**EXERCISE PROMPT:** Make a word-for-word copy of the entries below from their first line through the line with "flex:none; width:55px; height:55px;", and add nothing.
========================
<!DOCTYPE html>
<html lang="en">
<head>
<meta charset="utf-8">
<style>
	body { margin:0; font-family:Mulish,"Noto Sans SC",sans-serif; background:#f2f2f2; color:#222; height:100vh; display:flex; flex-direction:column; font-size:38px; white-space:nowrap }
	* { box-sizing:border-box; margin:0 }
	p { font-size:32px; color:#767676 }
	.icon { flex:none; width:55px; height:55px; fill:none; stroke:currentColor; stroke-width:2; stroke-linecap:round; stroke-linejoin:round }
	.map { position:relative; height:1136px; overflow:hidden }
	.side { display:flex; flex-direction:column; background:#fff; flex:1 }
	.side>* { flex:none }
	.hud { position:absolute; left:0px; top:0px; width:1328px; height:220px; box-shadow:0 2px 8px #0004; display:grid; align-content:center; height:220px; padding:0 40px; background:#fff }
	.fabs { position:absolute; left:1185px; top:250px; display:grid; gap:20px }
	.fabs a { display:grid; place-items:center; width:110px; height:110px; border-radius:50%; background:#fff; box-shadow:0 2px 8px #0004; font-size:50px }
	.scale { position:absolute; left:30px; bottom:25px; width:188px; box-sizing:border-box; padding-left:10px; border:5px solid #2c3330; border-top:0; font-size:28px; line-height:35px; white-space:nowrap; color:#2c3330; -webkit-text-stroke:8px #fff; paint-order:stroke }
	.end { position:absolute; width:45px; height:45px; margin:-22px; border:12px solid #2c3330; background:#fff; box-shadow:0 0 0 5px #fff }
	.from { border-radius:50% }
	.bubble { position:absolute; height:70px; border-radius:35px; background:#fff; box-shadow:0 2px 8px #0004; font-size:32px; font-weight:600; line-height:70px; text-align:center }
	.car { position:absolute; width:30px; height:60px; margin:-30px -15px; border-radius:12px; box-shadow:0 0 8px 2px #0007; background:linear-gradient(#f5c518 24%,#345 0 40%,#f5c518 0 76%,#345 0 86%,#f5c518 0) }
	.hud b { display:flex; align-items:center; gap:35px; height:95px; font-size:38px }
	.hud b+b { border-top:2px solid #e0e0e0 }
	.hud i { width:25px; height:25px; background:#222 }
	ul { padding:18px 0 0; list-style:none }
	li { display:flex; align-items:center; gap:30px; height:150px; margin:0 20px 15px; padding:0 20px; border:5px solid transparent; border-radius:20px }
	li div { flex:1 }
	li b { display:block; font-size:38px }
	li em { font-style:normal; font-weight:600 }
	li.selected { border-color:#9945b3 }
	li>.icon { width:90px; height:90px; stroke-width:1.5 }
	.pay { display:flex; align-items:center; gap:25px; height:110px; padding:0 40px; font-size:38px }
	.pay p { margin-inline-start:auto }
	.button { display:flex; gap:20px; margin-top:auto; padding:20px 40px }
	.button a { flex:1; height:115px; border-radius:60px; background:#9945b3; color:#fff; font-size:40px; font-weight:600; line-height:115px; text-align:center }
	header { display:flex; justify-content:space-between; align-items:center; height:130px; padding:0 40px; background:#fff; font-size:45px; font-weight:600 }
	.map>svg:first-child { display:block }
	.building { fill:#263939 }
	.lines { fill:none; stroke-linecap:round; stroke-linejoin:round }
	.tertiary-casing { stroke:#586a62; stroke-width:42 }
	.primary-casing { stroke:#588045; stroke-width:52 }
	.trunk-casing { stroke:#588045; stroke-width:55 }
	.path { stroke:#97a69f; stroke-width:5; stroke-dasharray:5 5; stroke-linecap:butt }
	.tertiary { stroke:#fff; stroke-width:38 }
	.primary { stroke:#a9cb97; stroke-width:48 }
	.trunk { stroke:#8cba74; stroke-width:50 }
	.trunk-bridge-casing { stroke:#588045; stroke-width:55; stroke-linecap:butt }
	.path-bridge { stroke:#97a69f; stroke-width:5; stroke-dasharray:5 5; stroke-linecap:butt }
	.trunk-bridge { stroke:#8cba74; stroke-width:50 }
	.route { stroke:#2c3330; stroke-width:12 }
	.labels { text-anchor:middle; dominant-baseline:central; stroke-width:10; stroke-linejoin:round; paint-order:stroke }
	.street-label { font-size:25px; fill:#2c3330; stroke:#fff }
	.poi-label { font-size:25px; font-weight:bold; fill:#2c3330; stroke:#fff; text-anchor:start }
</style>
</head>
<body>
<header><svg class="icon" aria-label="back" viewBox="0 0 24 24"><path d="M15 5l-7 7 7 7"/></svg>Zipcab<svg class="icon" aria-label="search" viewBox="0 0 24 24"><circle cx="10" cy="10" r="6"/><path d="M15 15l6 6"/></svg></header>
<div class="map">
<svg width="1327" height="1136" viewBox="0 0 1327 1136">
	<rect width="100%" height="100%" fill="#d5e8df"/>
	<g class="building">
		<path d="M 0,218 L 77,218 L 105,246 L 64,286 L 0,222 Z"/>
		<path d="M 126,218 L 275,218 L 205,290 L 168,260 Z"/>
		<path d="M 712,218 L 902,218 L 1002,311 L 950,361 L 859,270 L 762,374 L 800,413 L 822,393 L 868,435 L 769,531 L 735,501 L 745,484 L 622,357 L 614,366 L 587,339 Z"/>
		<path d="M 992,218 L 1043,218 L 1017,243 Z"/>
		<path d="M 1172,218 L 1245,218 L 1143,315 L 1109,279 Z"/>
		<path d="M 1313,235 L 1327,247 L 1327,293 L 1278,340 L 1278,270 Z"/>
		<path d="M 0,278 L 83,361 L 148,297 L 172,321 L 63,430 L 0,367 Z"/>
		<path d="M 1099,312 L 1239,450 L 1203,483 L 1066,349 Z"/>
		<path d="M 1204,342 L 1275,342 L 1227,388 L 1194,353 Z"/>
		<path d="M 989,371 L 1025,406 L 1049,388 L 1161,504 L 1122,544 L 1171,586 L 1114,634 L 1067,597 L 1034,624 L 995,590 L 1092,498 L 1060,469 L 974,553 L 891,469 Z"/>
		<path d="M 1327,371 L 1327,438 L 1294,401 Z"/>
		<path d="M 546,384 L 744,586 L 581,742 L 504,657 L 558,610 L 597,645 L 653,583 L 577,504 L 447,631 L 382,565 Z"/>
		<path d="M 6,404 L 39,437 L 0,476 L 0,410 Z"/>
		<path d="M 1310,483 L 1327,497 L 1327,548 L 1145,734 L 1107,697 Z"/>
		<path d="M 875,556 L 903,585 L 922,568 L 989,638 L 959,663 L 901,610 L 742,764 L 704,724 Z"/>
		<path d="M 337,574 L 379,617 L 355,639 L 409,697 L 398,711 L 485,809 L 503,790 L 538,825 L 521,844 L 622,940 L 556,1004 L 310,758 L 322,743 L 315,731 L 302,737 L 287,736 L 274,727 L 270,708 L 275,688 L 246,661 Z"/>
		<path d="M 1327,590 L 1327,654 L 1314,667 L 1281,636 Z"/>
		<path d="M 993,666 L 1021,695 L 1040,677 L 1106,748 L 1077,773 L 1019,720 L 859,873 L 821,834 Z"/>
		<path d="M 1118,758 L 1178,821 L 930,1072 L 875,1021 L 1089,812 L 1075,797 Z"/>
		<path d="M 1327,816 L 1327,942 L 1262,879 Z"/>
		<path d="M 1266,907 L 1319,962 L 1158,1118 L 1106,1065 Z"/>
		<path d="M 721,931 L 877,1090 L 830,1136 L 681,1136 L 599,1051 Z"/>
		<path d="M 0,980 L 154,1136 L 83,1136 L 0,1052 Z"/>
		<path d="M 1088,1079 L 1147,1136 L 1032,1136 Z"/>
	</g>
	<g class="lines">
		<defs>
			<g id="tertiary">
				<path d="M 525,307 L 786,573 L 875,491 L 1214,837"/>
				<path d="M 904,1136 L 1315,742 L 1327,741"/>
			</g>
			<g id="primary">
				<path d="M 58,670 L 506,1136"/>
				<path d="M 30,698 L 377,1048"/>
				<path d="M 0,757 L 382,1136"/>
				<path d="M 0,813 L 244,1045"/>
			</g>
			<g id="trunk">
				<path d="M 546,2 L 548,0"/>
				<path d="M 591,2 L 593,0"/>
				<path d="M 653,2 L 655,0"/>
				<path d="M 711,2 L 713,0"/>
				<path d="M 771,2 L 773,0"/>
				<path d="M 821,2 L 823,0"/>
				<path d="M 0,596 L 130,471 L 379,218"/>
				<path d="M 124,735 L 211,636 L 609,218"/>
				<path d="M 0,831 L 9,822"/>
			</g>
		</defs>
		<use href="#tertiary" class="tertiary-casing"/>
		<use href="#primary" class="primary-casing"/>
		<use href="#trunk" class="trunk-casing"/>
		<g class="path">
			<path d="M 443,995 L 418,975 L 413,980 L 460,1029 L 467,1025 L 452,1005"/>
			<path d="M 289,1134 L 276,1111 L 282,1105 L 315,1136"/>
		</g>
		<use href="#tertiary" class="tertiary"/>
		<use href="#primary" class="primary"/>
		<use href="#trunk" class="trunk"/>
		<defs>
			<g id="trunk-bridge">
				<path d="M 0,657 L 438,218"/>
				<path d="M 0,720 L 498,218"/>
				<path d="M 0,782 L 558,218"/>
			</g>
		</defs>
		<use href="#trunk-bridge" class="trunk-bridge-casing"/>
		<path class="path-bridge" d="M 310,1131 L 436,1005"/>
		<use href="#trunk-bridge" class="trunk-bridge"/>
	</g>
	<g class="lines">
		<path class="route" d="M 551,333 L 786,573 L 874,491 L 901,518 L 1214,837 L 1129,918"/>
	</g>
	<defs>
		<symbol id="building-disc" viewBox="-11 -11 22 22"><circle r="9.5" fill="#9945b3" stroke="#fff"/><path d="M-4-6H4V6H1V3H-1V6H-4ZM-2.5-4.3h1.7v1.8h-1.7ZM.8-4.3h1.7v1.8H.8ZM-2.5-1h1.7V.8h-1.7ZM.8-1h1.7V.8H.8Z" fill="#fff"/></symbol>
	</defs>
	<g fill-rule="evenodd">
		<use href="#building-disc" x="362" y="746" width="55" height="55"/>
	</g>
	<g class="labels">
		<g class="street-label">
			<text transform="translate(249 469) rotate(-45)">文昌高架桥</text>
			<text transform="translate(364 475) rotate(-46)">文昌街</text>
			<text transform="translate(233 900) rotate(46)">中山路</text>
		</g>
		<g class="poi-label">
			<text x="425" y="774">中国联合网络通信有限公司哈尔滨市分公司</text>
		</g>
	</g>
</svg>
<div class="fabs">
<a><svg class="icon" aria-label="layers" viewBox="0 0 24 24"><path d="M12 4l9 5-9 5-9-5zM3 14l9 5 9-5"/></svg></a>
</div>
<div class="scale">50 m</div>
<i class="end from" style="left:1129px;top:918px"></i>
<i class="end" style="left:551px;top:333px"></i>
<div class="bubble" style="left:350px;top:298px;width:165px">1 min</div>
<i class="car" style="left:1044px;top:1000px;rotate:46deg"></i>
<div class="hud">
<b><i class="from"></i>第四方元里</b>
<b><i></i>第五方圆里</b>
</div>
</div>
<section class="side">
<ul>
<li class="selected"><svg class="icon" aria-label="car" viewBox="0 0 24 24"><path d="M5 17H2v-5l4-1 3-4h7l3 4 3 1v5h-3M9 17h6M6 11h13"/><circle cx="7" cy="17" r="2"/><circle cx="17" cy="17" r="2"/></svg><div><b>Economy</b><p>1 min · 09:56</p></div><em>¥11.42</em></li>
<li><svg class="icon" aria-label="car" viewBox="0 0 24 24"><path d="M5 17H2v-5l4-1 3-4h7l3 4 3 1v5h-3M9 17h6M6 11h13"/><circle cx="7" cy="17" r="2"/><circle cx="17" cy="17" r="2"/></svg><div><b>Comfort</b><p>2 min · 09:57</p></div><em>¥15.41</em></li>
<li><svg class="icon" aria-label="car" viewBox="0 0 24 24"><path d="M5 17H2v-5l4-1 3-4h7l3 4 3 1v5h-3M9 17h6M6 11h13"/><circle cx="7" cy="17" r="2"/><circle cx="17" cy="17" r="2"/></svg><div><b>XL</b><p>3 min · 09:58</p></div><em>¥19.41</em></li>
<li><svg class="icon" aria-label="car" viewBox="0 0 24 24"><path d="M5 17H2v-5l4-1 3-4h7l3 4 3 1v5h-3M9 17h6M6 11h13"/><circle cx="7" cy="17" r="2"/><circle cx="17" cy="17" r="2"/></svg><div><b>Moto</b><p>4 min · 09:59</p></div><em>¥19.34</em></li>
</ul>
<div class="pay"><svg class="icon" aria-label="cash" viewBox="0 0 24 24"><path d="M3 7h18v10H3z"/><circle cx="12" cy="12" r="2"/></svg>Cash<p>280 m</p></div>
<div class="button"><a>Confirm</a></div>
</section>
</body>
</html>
========================
**RESULT:**
<!DOCTYPE html>
<html lang="en">
<head>
<meta charset="utf-8">
<style>
	body { margin:0; font-family:Mulish,"Noto Sans SC",sans-serif; background:#f2f2f2; color:#222; height:100vh; display:flex; flex-direction:column; font-size:38px; white-space:nowrap }
	* { box-sizing:border-box; margin:0 }
	p { font-size:32px; color:#767676 }
	.icon { flex:none; width:55px; height:55px; fill:none; stroke:currentColor; stroke-width:2; stroke-linecap:round; stroke-linejoin:round }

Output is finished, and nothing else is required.